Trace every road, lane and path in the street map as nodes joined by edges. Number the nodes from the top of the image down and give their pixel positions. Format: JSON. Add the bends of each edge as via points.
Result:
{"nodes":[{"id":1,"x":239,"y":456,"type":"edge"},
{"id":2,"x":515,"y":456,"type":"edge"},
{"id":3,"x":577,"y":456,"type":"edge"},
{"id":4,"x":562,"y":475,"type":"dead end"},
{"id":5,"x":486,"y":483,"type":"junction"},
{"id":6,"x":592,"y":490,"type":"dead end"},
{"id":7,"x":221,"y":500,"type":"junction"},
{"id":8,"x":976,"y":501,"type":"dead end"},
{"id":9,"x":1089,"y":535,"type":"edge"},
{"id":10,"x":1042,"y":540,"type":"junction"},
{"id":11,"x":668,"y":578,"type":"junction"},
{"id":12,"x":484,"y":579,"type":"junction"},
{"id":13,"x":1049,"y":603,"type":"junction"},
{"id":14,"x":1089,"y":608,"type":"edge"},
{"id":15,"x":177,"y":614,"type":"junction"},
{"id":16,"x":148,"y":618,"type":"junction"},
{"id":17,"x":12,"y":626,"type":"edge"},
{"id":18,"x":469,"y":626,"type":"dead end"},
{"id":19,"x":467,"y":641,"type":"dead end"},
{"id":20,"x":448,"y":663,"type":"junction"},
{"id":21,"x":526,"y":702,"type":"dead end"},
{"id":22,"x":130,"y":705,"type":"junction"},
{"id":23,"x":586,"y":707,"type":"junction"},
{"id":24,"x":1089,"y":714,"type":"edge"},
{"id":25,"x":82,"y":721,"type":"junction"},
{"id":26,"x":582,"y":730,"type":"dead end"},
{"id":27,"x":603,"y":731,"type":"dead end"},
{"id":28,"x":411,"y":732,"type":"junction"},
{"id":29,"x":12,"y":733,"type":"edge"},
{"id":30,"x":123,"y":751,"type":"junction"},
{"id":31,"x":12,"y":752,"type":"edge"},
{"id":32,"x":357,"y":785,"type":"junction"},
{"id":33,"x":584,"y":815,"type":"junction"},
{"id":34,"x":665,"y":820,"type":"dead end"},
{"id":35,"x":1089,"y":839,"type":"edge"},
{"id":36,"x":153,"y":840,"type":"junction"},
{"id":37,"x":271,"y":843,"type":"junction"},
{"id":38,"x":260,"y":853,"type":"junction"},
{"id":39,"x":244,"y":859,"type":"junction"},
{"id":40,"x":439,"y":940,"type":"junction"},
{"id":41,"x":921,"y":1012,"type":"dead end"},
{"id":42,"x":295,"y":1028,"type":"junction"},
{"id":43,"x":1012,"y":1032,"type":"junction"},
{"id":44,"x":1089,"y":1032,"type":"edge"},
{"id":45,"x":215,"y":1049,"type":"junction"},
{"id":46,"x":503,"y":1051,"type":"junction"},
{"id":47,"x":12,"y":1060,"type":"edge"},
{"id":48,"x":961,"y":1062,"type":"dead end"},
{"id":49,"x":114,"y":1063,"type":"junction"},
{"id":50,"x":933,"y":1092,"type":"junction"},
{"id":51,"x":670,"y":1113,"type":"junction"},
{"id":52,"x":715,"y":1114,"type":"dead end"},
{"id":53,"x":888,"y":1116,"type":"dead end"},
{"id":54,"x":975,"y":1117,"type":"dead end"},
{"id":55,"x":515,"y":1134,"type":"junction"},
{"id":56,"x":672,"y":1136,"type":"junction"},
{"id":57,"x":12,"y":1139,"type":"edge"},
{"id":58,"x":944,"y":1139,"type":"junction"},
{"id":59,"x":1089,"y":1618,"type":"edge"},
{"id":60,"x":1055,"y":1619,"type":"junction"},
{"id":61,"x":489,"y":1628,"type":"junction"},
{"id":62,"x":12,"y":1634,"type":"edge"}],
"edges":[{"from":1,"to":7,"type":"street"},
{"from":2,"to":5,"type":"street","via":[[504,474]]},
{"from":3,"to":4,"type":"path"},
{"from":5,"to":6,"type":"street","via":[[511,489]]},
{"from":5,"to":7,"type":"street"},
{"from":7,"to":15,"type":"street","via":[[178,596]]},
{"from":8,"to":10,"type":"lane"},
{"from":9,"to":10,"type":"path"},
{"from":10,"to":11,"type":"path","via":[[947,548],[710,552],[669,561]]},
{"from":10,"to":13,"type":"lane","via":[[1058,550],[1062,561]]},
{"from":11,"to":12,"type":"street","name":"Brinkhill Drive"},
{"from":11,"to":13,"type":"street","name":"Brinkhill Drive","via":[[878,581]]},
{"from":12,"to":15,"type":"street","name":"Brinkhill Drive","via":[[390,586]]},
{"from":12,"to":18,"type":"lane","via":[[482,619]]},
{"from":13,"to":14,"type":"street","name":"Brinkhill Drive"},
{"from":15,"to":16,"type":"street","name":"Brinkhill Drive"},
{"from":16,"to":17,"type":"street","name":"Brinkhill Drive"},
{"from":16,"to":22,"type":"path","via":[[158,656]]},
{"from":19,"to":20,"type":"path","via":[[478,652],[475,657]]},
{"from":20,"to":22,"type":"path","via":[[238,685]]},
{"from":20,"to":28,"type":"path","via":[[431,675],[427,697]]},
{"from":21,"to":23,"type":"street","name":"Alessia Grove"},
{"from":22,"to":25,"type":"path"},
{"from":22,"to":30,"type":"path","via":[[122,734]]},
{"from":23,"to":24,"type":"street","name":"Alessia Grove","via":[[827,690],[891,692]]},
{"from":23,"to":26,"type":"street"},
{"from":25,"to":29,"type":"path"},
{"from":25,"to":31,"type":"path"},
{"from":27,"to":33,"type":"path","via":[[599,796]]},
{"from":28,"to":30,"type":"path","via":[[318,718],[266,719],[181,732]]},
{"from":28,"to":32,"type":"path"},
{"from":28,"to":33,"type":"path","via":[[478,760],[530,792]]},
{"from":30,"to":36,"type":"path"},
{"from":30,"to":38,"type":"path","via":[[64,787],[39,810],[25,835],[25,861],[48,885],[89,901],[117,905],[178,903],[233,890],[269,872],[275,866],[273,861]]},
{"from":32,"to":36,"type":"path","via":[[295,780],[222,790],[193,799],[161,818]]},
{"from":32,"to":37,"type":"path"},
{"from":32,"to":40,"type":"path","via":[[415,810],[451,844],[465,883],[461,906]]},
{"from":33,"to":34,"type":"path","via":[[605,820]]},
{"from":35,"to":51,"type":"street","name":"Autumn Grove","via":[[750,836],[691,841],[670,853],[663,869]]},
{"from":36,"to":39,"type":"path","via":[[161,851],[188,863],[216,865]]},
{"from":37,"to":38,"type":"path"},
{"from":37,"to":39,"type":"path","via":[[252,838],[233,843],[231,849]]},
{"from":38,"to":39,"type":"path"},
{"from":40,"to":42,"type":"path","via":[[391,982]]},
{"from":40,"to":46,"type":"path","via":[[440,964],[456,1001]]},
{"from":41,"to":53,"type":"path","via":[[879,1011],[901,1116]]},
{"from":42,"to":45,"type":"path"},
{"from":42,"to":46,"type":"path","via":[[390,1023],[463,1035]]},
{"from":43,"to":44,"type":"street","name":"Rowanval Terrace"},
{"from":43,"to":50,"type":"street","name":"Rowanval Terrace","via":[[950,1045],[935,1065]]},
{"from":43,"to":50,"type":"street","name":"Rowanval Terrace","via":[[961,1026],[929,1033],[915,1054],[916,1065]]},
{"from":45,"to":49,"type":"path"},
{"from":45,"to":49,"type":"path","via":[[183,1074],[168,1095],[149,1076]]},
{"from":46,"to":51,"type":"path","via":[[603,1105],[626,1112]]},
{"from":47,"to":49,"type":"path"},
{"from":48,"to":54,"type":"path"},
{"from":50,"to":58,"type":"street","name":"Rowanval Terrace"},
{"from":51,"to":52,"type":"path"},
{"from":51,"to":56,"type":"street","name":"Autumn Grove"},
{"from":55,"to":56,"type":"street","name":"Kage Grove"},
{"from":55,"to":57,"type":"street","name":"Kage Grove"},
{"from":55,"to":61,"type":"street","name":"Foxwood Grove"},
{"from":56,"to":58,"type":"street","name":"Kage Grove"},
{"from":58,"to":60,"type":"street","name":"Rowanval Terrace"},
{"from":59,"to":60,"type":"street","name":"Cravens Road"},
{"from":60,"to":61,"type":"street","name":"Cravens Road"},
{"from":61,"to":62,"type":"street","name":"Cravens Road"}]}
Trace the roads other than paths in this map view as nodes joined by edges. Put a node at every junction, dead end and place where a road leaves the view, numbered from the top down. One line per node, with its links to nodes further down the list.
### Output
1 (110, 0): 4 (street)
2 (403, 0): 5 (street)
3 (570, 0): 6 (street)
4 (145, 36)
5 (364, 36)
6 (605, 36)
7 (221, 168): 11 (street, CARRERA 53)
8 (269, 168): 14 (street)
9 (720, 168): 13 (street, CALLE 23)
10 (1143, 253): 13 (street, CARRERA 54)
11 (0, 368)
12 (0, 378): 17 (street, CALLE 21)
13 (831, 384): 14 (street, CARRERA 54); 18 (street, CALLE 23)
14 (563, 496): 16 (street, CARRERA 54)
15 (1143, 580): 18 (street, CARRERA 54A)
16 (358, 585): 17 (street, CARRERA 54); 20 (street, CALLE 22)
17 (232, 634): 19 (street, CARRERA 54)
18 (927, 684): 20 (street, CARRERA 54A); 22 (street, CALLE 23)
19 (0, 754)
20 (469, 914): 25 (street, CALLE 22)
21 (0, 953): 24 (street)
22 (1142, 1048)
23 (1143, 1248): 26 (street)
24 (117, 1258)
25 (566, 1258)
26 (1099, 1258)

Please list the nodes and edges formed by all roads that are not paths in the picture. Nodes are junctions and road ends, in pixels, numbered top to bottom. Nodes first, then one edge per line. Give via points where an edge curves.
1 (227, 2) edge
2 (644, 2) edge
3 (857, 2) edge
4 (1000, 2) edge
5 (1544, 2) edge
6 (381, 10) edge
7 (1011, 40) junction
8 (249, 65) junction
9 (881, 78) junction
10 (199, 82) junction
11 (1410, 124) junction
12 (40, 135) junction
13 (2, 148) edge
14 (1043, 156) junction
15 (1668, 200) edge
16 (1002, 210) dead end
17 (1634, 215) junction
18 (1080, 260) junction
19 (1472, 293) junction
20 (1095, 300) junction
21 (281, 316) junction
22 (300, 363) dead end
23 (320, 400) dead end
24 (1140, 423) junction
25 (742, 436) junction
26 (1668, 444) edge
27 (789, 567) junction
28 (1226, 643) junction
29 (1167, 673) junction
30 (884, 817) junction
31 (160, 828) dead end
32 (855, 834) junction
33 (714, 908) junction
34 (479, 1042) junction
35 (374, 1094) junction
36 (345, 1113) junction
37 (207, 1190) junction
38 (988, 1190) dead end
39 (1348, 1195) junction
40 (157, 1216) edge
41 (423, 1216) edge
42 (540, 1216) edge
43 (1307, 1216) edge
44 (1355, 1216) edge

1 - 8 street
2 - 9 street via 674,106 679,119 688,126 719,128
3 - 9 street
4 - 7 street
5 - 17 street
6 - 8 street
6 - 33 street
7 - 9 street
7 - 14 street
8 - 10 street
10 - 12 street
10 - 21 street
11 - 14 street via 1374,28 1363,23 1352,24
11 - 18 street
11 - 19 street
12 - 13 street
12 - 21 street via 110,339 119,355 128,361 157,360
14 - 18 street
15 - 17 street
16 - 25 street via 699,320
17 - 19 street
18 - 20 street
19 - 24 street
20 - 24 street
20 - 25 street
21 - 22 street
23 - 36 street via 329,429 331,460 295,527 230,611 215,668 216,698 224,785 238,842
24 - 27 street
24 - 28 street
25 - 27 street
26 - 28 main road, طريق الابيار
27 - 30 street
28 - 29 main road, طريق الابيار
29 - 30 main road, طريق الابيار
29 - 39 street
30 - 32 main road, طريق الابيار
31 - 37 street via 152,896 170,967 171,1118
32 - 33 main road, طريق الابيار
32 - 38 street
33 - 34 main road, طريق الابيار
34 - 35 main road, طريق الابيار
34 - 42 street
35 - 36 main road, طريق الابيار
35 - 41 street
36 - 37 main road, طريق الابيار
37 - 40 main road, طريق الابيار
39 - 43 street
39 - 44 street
○ ○ ○ ○
Directions: Give only the count of lines in this material that contain the string "down".

Exercise output: 2